Es mentira. No hay un chino dentro de cada cajero automático. Y menos mal, ¿no? En estos tiempos, digo. Ahora, sonríes por la calle y te miran mal, me ha pasado.

Regresaba de sacar dinero e ir a por tabaco y el estado de alarma ya había hecho presa de mis paranoias. Coño, las monedas que me devolvía la máquina, ¿pues no dicen que el coronavirus sobrevive horas en el metal? ¿Y el pomo del portal?... Iba a tener razón ese tío que me había mirado mal. ¿Quién soy yo para estar contento?

Lo estoy, porque han vuelto mis hijas de casa de su madre, y porque las dos noches anteriores al caos las pasé en casa de amigos. La primera, tras 12 horas en Moncloa escuchando a ministros y preguntando a un presidente que sudaba por la patilla mientras hablaba de las gotitas que debemos evitar. La segunda, tras compartir unas cañas y algo de información con un hombre del vicepresidente, ése que poco después se ponía en cuarentena porque su señora, la ministra, lo había pillado.

Hemos pasado del happening callejero del 8-M a vivir enclaustrados en menos de una semana. Y yo, en 24 horas, de compartir licores y abrazos con Max el día que dejé a Sánchez en su casa-palacio, a la primera cobra mutua con mi amiga Roberta. Que ya no hay que besarse.
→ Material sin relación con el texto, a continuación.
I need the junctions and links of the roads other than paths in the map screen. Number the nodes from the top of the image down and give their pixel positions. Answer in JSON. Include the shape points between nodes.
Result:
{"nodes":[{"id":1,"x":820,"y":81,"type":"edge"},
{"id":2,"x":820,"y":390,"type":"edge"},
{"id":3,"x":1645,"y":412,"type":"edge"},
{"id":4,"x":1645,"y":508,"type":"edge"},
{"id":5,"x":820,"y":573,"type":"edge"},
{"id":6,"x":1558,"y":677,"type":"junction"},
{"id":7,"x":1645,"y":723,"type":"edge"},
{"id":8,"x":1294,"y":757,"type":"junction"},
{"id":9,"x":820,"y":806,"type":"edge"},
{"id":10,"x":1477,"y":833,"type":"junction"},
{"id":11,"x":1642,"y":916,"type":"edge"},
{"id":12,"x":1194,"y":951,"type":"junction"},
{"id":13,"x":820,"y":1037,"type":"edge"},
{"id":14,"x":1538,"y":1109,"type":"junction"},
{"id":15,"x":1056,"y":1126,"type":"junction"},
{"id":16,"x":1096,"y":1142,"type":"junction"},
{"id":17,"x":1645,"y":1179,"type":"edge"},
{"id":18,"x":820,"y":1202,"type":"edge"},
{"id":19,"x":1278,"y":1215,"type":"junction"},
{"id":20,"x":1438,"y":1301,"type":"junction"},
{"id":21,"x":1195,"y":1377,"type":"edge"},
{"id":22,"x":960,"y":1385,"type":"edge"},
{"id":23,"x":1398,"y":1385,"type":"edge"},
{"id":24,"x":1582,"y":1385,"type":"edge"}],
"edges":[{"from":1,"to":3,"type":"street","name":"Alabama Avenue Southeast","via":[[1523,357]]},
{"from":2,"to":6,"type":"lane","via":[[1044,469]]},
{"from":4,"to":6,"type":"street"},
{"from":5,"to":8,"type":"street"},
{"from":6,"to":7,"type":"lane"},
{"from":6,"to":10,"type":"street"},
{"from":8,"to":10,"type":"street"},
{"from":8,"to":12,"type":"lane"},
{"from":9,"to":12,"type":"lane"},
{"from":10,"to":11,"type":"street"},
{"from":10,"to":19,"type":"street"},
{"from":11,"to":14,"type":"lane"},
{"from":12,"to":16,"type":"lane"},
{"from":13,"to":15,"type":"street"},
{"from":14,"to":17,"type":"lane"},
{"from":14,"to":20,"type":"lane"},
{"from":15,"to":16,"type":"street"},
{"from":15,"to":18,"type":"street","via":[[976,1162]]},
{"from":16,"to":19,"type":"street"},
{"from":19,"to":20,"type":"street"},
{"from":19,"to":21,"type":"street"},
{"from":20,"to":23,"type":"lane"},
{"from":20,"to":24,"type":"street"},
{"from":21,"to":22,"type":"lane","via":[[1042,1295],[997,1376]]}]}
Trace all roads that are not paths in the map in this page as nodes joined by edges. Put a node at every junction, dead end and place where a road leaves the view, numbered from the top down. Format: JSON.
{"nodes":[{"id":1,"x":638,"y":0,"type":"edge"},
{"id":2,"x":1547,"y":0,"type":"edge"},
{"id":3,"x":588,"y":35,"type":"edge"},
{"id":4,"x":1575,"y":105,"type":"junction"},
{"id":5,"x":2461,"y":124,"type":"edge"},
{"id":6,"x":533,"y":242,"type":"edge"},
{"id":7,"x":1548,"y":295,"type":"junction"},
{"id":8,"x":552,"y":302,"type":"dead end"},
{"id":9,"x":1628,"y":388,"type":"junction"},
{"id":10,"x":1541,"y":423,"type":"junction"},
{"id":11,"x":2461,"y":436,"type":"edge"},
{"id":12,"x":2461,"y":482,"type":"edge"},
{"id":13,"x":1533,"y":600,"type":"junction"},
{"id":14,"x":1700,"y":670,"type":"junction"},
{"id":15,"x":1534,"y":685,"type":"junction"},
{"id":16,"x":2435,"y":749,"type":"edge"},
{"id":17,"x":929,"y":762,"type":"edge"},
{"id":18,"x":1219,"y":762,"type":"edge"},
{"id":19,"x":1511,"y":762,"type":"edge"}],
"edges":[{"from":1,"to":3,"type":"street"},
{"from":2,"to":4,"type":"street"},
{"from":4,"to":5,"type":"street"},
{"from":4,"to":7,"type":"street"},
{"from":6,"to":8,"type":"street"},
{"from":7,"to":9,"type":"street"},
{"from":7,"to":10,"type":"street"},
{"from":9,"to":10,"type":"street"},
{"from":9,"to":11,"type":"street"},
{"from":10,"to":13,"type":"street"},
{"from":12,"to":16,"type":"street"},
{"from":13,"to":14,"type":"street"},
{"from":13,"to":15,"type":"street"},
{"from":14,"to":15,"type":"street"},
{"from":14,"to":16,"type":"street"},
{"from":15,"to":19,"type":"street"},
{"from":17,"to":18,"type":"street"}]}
No hay chinos en los cajeros... y ya ni en los bazares, que han cerrado todos poniendo jodido el suministro de urgencia. Un cuaderno para el cole, un sándwich para comer.

Pero sigo contento.

Porque si morimos todos, yo ya tengo plan. Les cuento. A partir del tercer whisky, Max y yo empezamos a elucubrar sobre el paraíso: y elegimos el nuestro, nos prometimos ir a las timbas mafiosas de Frank Sinatra y a las clases de artes marciales de Elvis Presley, decidimos hacer prácticas en las bacanales a las que Toulouse Lautrec sólo iba a mirar y, sobre todo, juramos no perdernos ni un concierto: Jimi Hendrix, BB King, Edith Piaf... yo qué sé, Michael Jackson, David Bowie... puede que hasta Antonio Vega, a ver si por fin no me aburre.

El apocalipsis me pilla preparado. He sido feliz y tengo cervezas enfriando en la nevera. Hay una pila de libros por leer, Spotify mantiene su catálogo intacto y, si sobrevivo, he hecho planes para una chica de ayer. Que suene la música.